Collected data entries:
^^^^

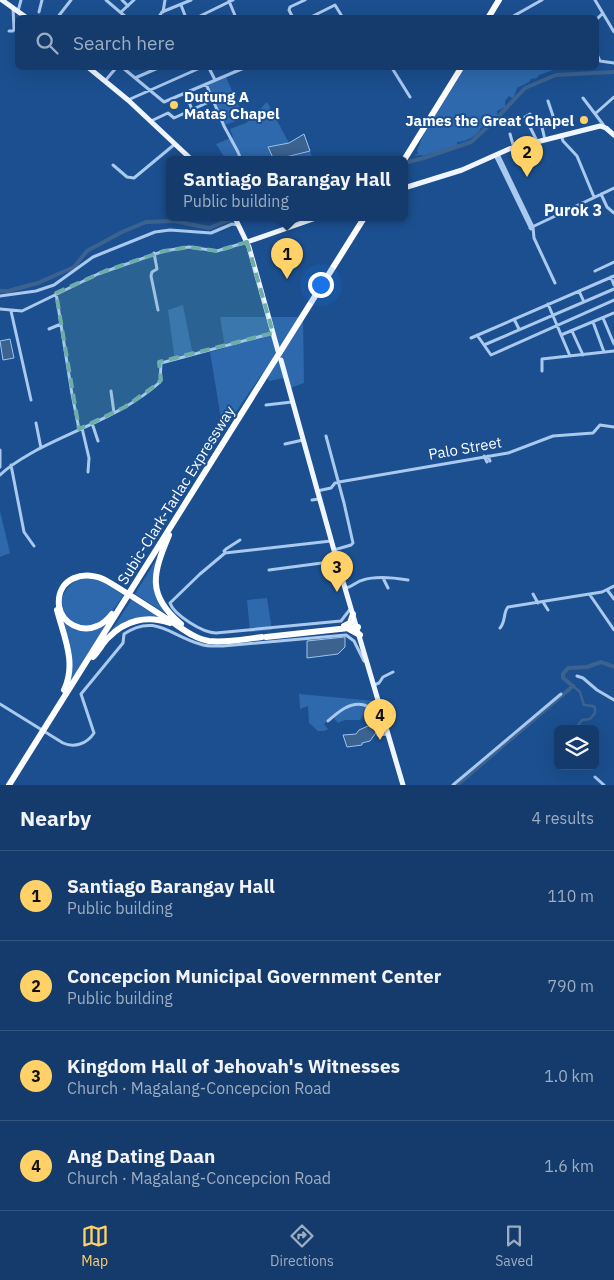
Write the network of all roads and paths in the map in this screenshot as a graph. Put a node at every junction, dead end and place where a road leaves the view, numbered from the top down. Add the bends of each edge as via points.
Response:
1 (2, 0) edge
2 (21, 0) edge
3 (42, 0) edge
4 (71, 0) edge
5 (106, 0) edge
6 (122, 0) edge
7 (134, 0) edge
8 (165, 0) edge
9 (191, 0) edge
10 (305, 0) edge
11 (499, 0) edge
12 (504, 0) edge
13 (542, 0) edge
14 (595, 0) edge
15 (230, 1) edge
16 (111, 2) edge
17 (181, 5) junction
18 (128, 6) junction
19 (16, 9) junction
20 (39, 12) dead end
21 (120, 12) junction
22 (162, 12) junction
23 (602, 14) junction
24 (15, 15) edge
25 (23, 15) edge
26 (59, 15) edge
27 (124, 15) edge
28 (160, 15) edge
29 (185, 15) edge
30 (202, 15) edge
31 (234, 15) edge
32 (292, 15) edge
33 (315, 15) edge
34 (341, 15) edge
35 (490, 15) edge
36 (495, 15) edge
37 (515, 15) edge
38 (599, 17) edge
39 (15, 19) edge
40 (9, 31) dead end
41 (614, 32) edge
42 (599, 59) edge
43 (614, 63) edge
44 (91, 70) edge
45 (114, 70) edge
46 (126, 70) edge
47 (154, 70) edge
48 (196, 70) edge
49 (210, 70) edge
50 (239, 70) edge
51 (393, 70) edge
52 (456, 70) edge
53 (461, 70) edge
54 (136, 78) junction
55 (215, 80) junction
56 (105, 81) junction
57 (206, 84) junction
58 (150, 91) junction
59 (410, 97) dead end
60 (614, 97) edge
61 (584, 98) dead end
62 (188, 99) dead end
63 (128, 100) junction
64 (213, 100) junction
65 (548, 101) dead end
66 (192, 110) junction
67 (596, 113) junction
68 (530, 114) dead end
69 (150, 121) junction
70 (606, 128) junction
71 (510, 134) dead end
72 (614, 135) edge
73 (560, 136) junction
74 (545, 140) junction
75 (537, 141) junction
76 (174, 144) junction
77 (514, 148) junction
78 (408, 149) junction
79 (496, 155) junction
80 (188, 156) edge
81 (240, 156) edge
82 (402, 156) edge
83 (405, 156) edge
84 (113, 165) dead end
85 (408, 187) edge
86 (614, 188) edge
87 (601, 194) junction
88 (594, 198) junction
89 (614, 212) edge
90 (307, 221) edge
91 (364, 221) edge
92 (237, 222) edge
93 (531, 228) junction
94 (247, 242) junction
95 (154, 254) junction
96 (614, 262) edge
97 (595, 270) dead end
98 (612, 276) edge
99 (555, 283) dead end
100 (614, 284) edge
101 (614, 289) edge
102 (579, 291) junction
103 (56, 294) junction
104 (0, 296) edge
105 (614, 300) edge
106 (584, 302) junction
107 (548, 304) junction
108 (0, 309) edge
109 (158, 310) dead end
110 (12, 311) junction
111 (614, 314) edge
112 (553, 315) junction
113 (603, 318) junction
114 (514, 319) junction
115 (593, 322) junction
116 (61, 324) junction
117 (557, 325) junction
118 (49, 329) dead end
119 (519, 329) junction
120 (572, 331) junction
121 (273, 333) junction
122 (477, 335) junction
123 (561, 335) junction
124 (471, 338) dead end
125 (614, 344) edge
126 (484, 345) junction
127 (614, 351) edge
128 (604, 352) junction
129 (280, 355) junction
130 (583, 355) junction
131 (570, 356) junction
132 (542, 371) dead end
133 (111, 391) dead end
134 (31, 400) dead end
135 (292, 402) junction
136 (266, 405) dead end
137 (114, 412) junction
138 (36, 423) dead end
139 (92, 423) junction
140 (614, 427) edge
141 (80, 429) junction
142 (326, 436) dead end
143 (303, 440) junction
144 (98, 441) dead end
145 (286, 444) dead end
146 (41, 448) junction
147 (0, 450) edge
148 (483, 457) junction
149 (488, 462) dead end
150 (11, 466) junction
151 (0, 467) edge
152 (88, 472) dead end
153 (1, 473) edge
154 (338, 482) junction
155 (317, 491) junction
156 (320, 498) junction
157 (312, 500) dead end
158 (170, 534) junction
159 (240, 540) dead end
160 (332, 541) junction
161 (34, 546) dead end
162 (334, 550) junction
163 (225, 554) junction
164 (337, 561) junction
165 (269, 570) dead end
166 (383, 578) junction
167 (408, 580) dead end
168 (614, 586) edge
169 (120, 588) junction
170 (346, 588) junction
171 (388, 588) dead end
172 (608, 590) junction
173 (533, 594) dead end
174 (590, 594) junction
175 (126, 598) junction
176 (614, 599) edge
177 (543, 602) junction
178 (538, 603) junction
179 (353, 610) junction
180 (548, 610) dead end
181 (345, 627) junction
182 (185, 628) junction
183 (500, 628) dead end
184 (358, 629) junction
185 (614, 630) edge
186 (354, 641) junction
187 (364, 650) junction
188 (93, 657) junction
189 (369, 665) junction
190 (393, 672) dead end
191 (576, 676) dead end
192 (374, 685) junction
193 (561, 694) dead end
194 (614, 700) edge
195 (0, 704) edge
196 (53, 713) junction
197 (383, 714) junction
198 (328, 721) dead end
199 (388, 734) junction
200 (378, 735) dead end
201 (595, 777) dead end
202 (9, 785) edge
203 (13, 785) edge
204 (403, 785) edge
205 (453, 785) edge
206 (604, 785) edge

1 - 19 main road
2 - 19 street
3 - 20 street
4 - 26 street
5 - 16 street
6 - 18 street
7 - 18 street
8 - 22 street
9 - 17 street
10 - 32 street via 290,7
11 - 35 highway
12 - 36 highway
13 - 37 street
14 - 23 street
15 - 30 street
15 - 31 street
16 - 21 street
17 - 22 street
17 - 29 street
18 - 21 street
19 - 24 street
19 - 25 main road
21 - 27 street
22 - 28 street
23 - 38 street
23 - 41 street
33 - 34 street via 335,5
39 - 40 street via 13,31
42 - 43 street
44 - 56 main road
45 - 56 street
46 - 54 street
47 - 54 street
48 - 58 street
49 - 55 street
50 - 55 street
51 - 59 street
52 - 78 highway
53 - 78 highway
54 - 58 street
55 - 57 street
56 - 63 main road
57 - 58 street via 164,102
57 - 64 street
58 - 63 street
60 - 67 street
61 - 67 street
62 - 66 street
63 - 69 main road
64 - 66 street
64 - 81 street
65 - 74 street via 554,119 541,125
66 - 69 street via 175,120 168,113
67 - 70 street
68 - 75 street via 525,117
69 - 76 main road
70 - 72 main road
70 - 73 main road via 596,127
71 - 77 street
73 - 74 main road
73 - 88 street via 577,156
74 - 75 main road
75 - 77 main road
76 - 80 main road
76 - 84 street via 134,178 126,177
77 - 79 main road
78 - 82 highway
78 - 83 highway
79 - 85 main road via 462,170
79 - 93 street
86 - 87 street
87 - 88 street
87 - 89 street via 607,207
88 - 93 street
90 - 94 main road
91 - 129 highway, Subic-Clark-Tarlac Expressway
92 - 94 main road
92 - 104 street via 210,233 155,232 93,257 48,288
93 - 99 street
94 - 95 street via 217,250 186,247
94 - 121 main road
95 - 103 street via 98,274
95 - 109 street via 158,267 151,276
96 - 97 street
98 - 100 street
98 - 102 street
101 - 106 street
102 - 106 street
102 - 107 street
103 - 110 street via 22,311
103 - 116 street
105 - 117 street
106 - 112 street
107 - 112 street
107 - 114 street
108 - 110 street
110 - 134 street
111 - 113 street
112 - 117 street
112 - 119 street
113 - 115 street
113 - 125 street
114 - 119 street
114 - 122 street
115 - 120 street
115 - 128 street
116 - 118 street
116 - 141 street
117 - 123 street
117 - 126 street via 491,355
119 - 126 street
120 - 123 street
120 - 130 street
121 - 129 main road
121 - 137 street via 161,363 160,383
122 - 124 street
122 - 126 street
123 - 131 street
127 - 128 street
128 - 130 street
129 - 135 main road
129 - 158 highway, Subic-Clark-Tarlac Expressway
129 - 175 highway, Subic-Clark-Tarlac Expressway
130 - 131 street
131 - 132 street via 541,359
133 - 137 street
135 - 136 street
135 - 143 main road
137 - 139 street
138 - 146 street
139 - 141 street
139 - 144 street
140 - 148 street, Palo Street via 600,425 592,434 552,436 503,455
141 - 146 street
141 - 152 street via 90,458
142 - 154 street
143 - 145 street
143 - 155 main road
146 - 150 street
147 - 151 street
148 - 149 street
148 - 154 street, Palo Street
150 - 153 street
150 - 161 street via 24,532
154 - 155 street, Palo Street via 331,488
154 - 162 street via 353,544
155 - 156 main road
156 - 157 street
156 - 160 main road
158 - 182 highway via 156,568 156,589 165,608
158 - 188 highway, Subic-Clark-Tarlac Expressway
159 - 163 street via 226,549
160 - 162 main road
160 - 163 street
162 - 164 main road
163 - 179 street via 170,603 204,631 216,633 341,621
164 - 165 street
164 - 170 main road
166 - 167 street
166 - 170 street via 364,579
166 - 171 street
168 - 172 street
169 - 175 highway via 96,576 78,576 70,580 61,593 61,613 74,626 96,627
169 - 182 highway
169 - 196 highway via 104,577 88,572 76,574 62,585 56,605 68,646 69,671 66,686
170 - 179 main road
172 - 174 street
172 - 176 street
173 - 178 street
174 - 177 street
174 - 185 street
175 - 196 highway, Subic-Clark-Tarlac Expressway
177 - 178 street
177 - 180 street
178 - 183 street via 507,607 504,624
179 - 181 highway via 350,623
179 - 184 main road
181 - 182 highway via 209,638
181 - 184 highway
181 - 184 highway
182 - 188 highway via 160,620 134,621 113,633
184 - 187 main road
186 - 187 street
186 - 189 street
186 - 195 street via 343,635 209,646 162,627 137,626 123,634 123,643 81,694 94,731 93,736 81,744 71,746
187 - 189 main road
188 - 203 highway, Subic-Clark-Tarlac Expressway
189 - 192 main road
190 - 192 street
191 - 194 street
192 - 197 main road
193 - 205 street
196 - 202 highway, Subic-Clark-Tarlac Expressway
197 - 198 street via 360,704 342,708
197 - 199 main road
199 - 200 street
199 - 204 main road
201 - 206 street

^^^^

What you have to do: From the entries above, extract every line where the word "Clark" appears.

Output of the task:
91 - 129 highway, Subic-Clark-Tarlac Expressway
129 - 158 highway, Subic-Clark-Tarlac Expressway
129 - 175 highway, Subic-Clark-Tarlac Expressway
158 - 188 highway, Subic-Clark-Tarlac Expressway
175 - 196 highway, Subic-Clark-Tarlac Expressway
188 - 203 highway, Subic-Clark-Tarlac Expressway
196 - 202 highway, Subic-Clark-Tarlac Expressway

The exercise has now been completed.